The reluctant couple

CHAPTER ONE

Standing at the kitchen sink in the small duplex she shared with her husband, Roger, Diane Slater stared gloomily out through the window at the cold, rolling fog which had come in over San Francisco's Richmond District from the ocean. Damn, but she hated the fog! It made everything so dark and cheerless, so lonely.

She finished washing the last of the breakfast dishes and put them in the rack to drip dry. Then she emptied the dishpan and wiped her hands on a dishtowel. In the living room, she fluffed the couch cushions and straightened the magazines on the coffee table and emptied the ashtrays — every day, prosaic chores, fraught with dullness.

She wished it were tomorrow, Saturday, and Roger were home. At least they could get out then, go for a ride down the coast to Monterey or across the Golden Gate Bridge into Marin County, anywhere just so long as they got out of The City for a few hours. But it wasn't Saturday, and Roger wasn't home. Roger was making neat columns of figures in his ledger books, or whatever it was Chief Accountants at Waller, Waller, Crist, and Maxwell did during, working hours.

Diane sat down in the big overstuffed armchair.

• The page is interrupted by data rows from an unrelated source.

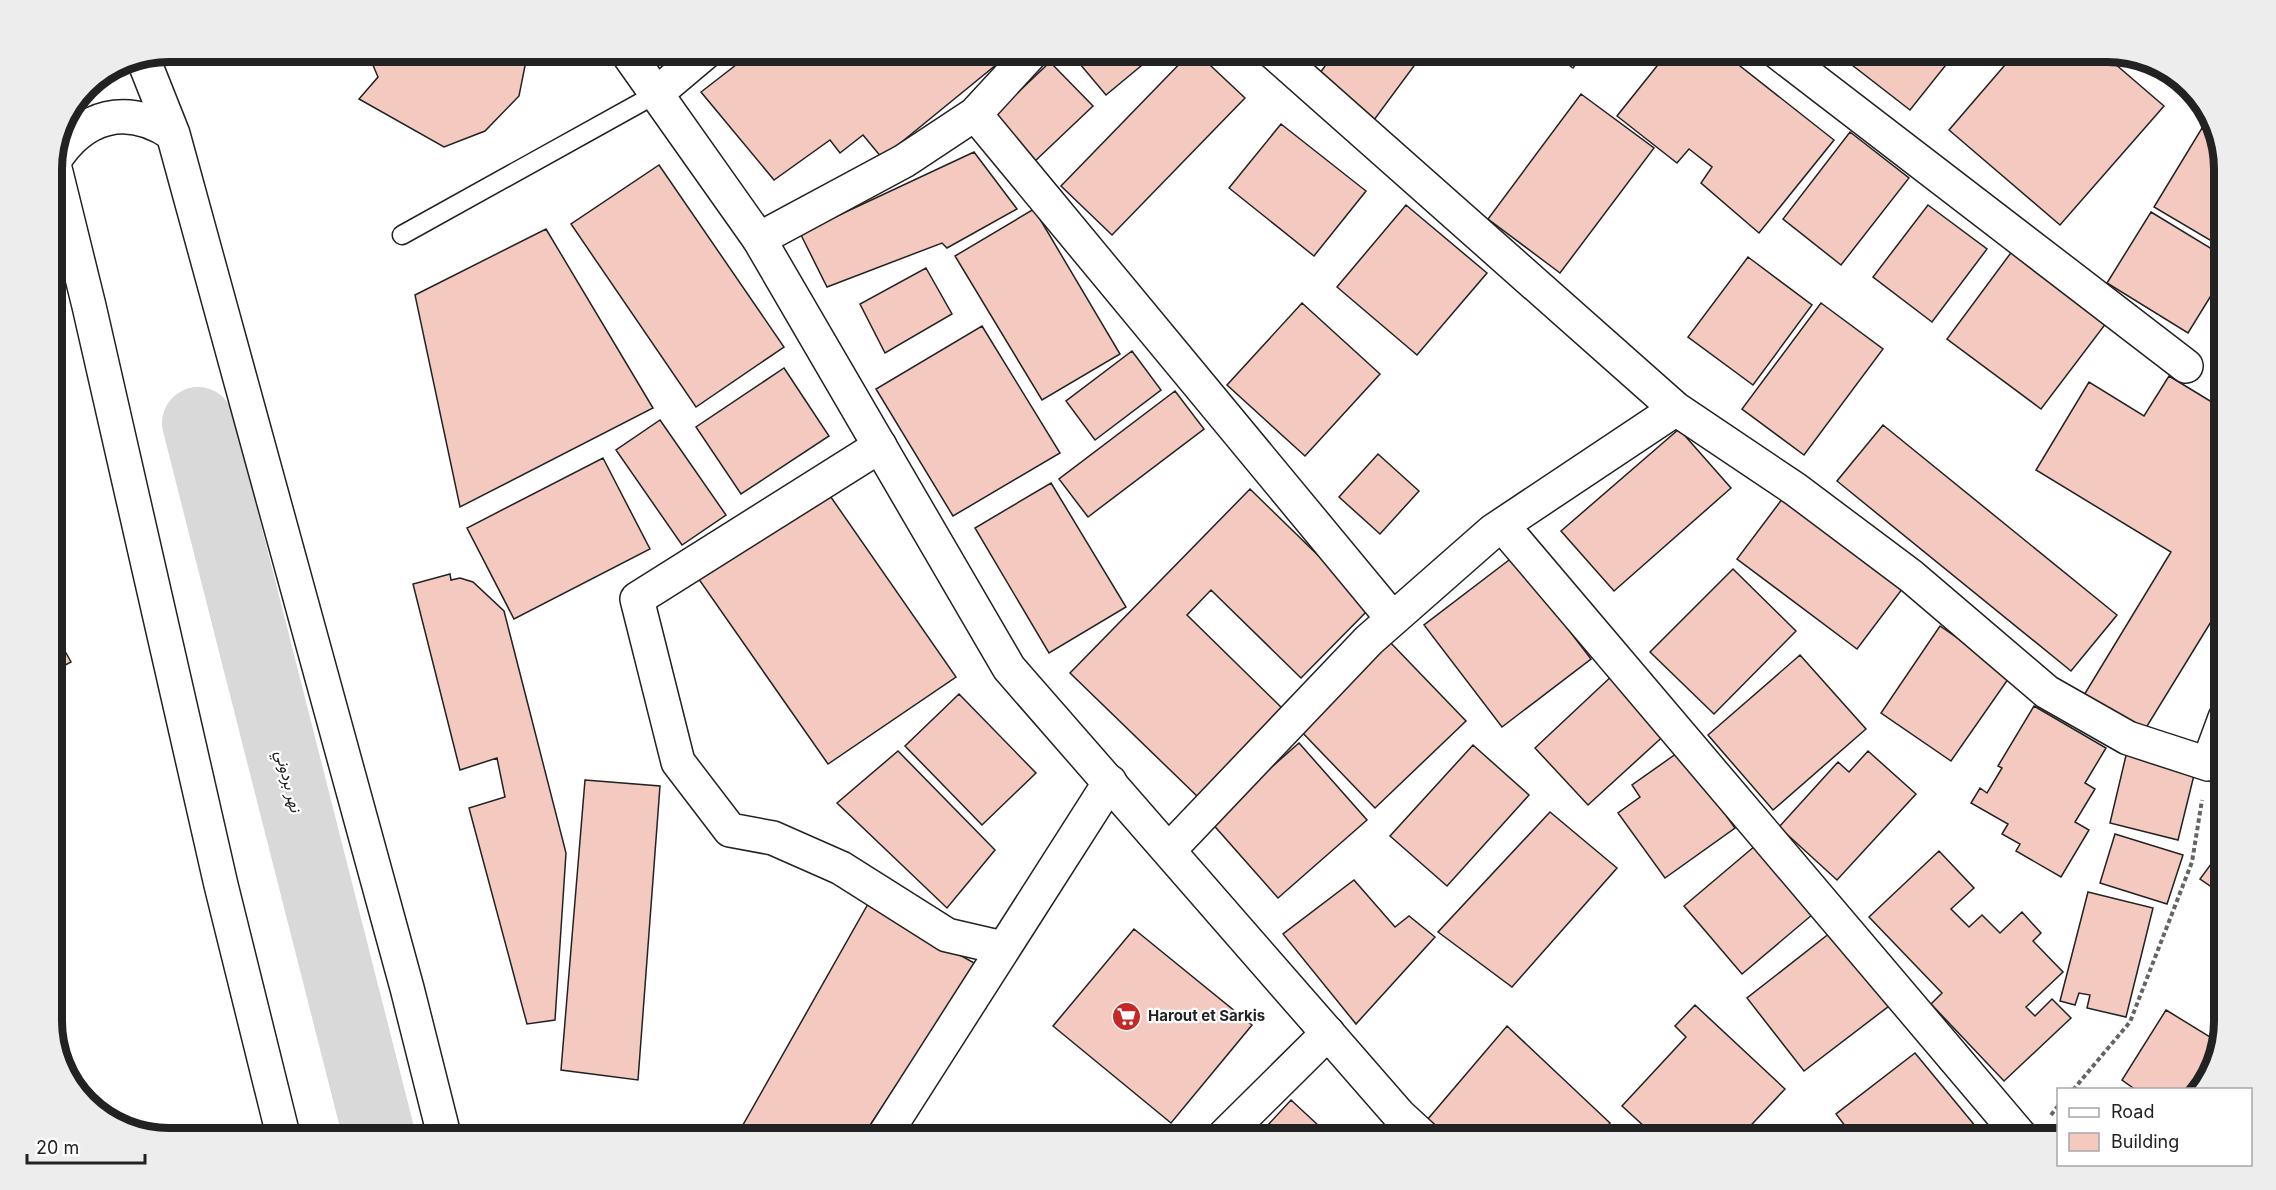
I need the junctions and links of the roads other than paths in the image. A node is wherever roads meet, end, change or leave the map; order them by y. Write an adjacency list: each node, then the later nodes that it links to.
1 (634, 62): 7 (main road)
2 (694, 62): 7 (main road)
3 (1023, 62): 8 (main road)
4 (1284, 62): 15 (main road)
5 (1790, 62): 14 (main road)
6 (145, 64): 9 (main road)
7 (656, 94): 12 (lane); 13 (main road)
8 (975, 114): 13 (main road); 18 (main road)
9 (173, 134): 10 (main road); 25 (main road)
10 (64, 146)
11 (62, 196): 24 (main road)
12 (402, 234)
13 (759, 239): 16 (main road)
14 (2186, 366)
15 (1676, 409): 17 (main road); 19 (main road)
16 (880, 446): 20 (main road); 22 (main road)
17 (1502, 525): 18 (main road); 29 (main road)
18 (1393, 619): 21 (main road)
19 (2214, 748)
20 (1110, 782): 21 (main road); 22 (main road)
21 (1169, 849): 23 (main road)
22 (1003, 948): 26 (main road)
23 (1328, 1033): 27 (main road); 28 (main road)
24 (281, 1128)
25 (442, 1128)
26 (889, 1128)
27 (1232, 1128)
28 (1413, 1128)
29 (2014, 1128)

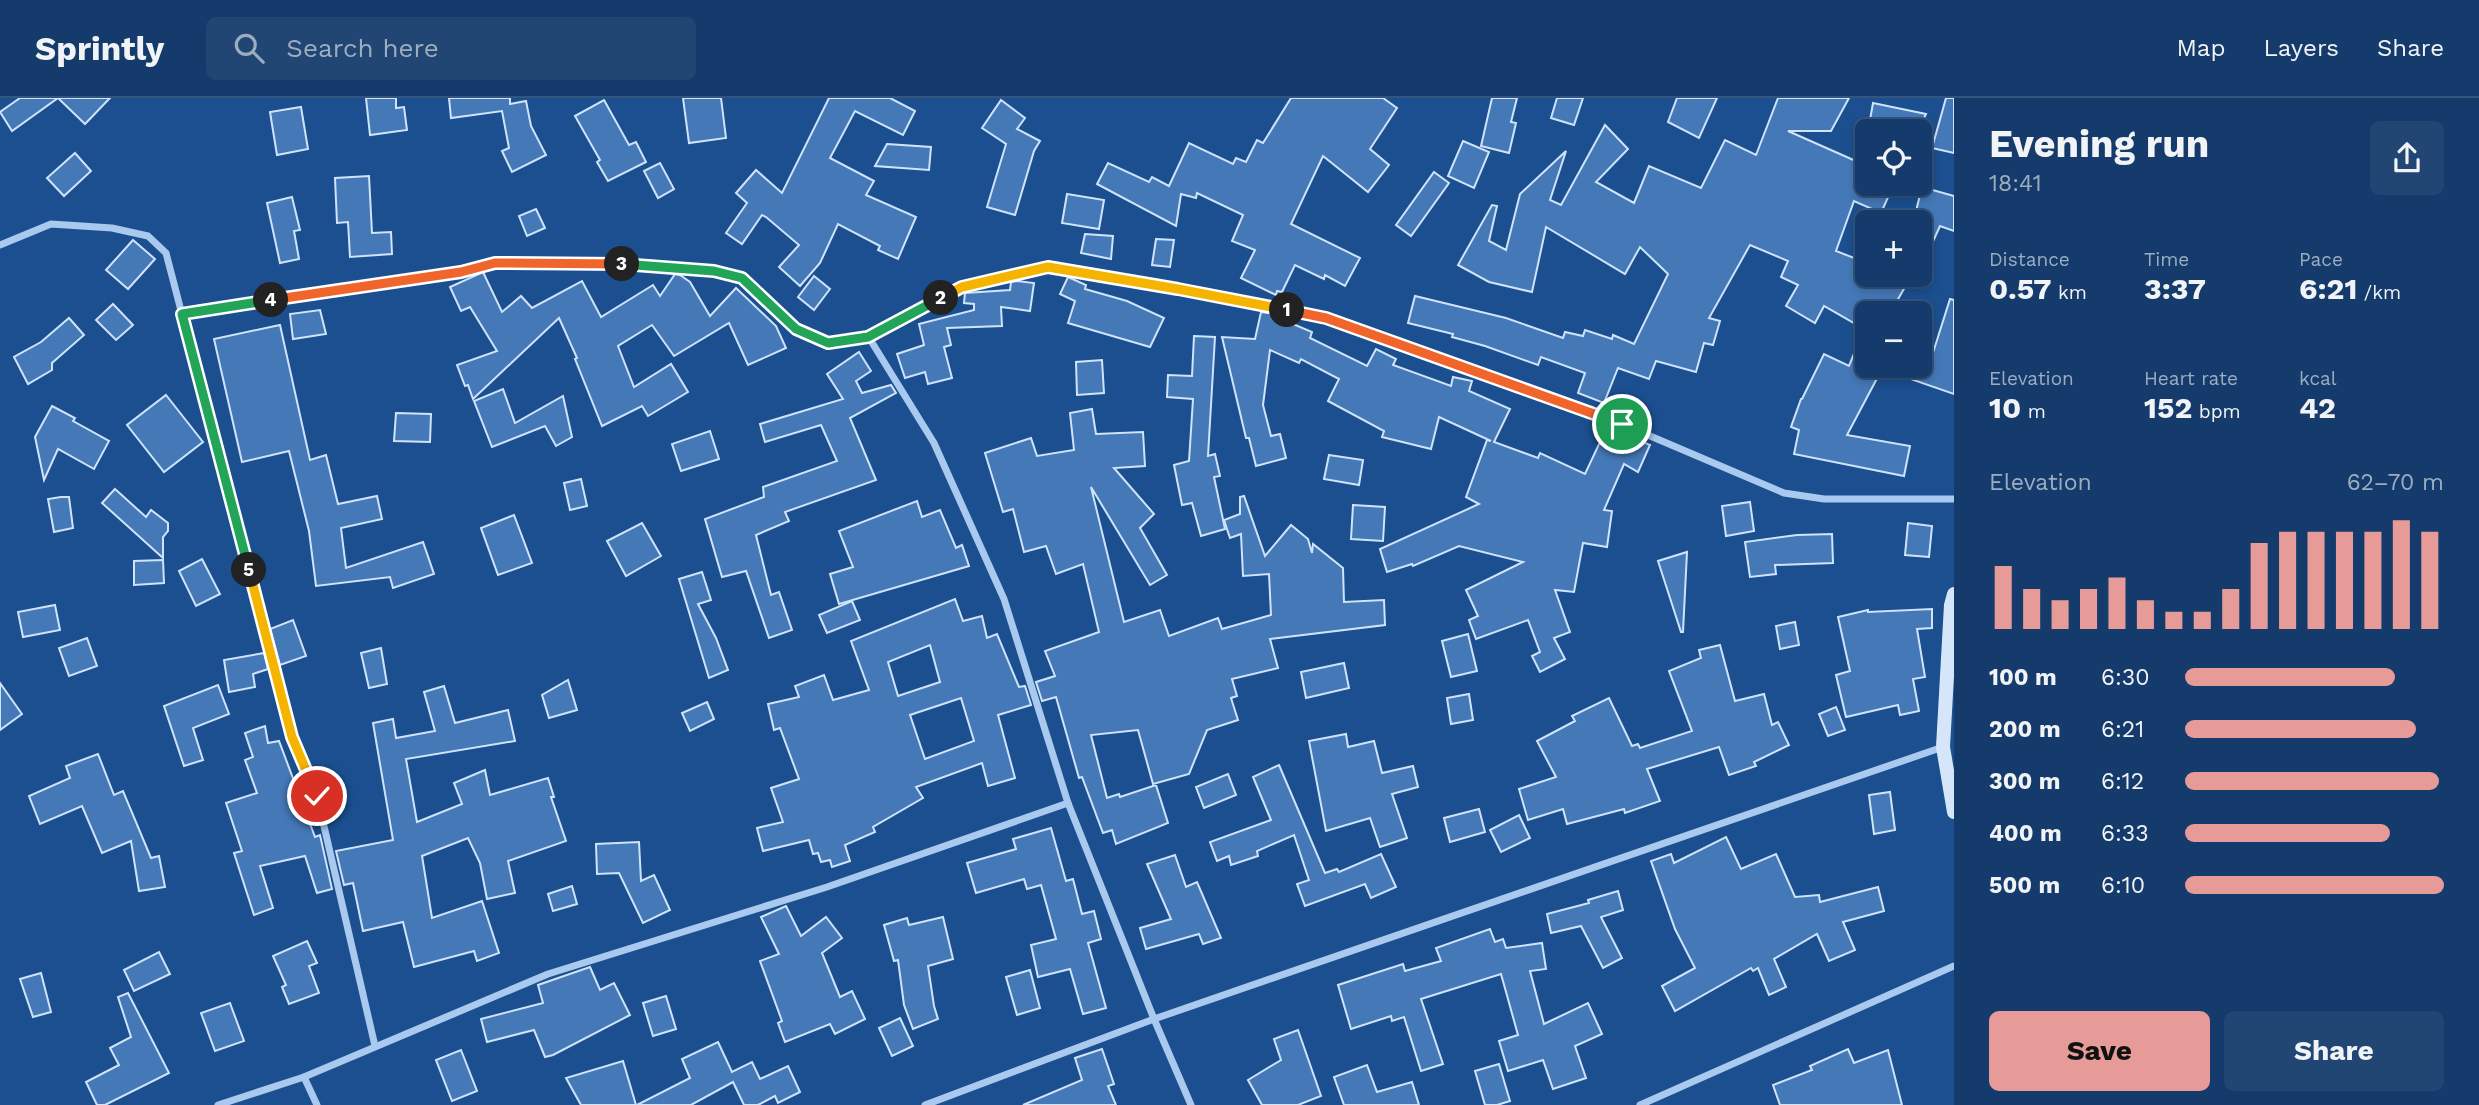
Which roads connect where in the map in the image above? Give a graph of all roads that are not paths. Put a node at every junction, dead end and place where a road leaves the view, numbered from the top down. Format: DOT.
graph roads {
  1 [pos="0,245"];
  2 [pos="182,314"];
  3 [pos="868,337"];
  4 [pos="1954,499"];
  5 [pos="1954,594"];
  6 [pos="1944,747"];
  7 [pos="1068,803"];
  8 [pos="1954,812"];
  9 [pos="1954,966"];
  10 [pos="1154,1019"];
  11 [pos="375,1045"];
  12 [pos="304,1077"];
  13 [pos="218,1105"];
  14 [pos="317,1105"];
  15 [pos="925,1105"];
  16 [pos="1191,1105"];
  17 [pos="1640,1105"];
  1 -- 2 [label="street"];
  2 -- 3 [label="street"];
  2 -- 11 [label="street"];
  3 -- 4 [label="street"];
  3 -- 7 [label="street"];
  5 -- 6 [label="main road"];
  6 -- 8 [label="main road"];
  6 -- 10 [label="street"];
  7 -- 10 [label="street"];
  7 -- 11 [label="street"];
  9 -- 17 [label="street"];
  10 -- 15 [label="street"];
  10 -- 16 [label="street"];
  11 -- 12 [label="street"];
  12 -- 13 [label="street"];
  12 -- 14 [label="street"];
}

It was cold in the front room, and she had gotten a small chill. Well, it was always cold in there. She'd asked Mr. Comstock, the landlord, to have the wall furnace checked for malfunction, and he had said he would see to it; but that had been two weeks ago, and no one had come around yet.

I don't know why we can't afford a better place than this, she thought. Roger makes good money, almost a thousand dollars a month, and we live like we're in the throes of poverty. Well, I'm tired of it. We've been married for two years now, and we have almost eleven thousand dollars saved. That ought to be enough for that split-level in San Bruno that Roger is always talking about buying, shouldn't it? At least for the down payment, and for new furniture and appliances and things like that?

But every time she broached the subject to him, he put her off. "We still don't have enough money saved," he told her. "I don't want to owe anybody anything when we make the move, Diane. I want to be free and clear and independent; I want to own everything outright. That's real security."